What you have to do: Without the pictures, give the entries below again exactly as written.

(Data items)
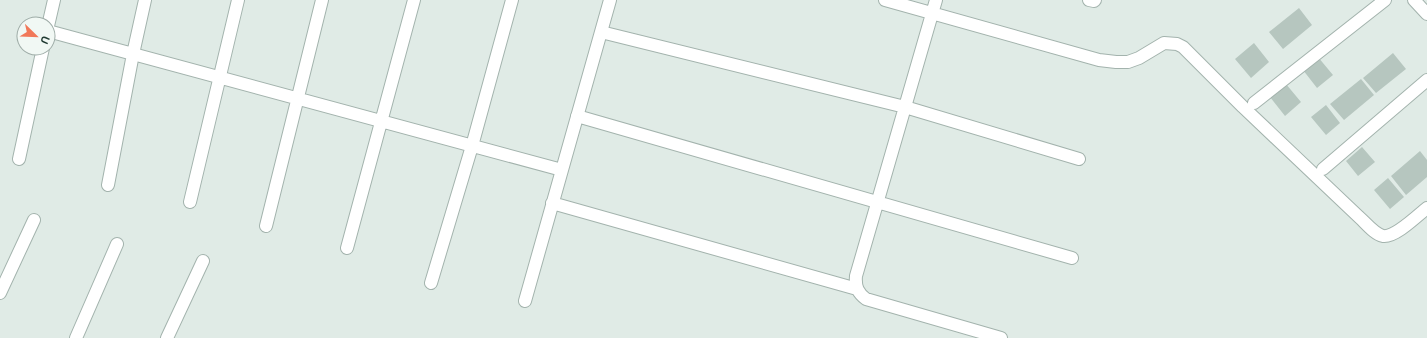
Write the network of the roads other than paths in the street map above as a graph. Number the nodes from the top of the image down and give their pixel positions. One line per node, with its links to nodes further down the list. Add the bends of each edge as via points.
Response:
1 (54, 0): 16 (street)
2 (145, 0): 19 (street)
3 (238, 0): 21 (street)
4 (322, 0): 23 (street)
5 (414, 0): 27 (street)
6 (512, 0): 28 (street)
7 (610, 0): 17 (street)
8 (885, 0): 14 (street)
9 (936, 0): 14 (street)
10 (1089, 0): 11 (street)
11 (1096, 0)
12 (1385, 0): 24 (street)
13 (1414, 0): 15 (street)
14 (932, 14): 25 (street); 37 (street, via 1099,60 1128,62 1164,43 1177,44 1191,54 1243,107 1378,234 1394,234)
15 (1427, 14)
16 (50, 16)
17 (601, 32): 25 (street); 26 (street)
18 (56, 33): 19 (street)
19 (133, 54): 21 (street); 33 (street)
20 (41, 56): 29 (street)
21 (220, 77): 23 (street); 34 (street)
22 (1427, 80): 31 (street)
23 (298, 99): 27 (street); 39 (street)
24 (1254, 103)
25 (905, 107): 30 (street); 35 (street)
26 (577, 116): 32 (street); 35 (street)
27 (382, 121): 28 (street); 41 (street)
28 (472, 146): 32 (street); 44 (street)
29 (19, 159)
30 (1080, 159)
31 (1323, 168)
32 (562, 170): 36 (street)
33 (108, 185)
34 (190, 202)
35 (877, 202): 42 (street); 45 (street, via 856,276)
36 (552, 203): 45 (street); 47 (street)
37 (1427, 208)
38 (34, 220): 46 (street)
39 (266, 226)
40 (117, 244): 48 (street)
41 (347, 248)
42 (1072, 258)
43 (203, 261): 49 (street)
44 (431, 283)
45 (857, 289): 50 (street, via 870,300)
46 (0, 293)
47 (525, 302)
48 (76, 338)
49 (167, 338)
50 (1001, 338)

Result below:
Write the network of the roads other than paths in the street map above as a graph. Number the nodes from the top of the image down and give their pixel positions. One line per node, with its links to nodes further down the list. Add the bends of each edge as via points.
Response:
1 (54, 0): 16 (street)
2 (145, 0): 19 (street)
3 (238, 0): 21 (street)
4 (322, 0): 23 (street)
5 (414, 0): 27 (street)
6 (512, 0): 28 (street)
7 (610, 0): 17 (street)
8 (885, 0): 14 (street)
9 (936, 0): 14 (street)
10 (1089, 0): 11 (street)
11 (1096, 0)
12 (1385, 0): 24 (street)
13 (1414, 0): 15 (street)
14 (932, 14): 25 (street); 37 (street, via 1099,60 1128,62 1164,43 1177,44 1191,54 1243,107 1378,234 1394,234)
15 (1427, 14)
16 (50, 16)
17 (601, 32): 25 (street); 26 (street)
18 (56, 33): 19 (street)
19 (133, 54): 21 (street); 33 (street)
20 (41, 56): 29 (street)
21 (220, 77): 23 (street); 34 (street)
22 (1427, 80): 31 (street)
23 (298, 99): 27 (street); 39 (street)
24 (1254, 103)
25 (905, 107): 30 (street); 35 (street)
26 (577, 116): 32 (street); 35 (street)
27 (382, 121): 28 (street); 41 (street)
28 (472, 146): 32 (street); 44 (street)
29 (19, 159)
30 (1080, 159)
31 (1323, 168)
32 (562, 170): 36 (street)
33 (108, 185)
34 (190, 202)
35 (877, 202): 42 (street); 45 (street, via 856,276)
36 (552, 203): 45 (street); 47 (street)
37 (1427, 208)
38 (34, 220): 46 (street)
39 (266, 226)
40 (117, 244): 48 (street)
41 (347, 248)
42 (1072, 258)
43 (203, 261): 49 (street)
44 (431, 283)
45 (857, 289): 50 (street, via 870,300)
46 (0, 293)
47 (525, 302)
48 (76, 338)
49 (167, 338)
50 (1001, 338)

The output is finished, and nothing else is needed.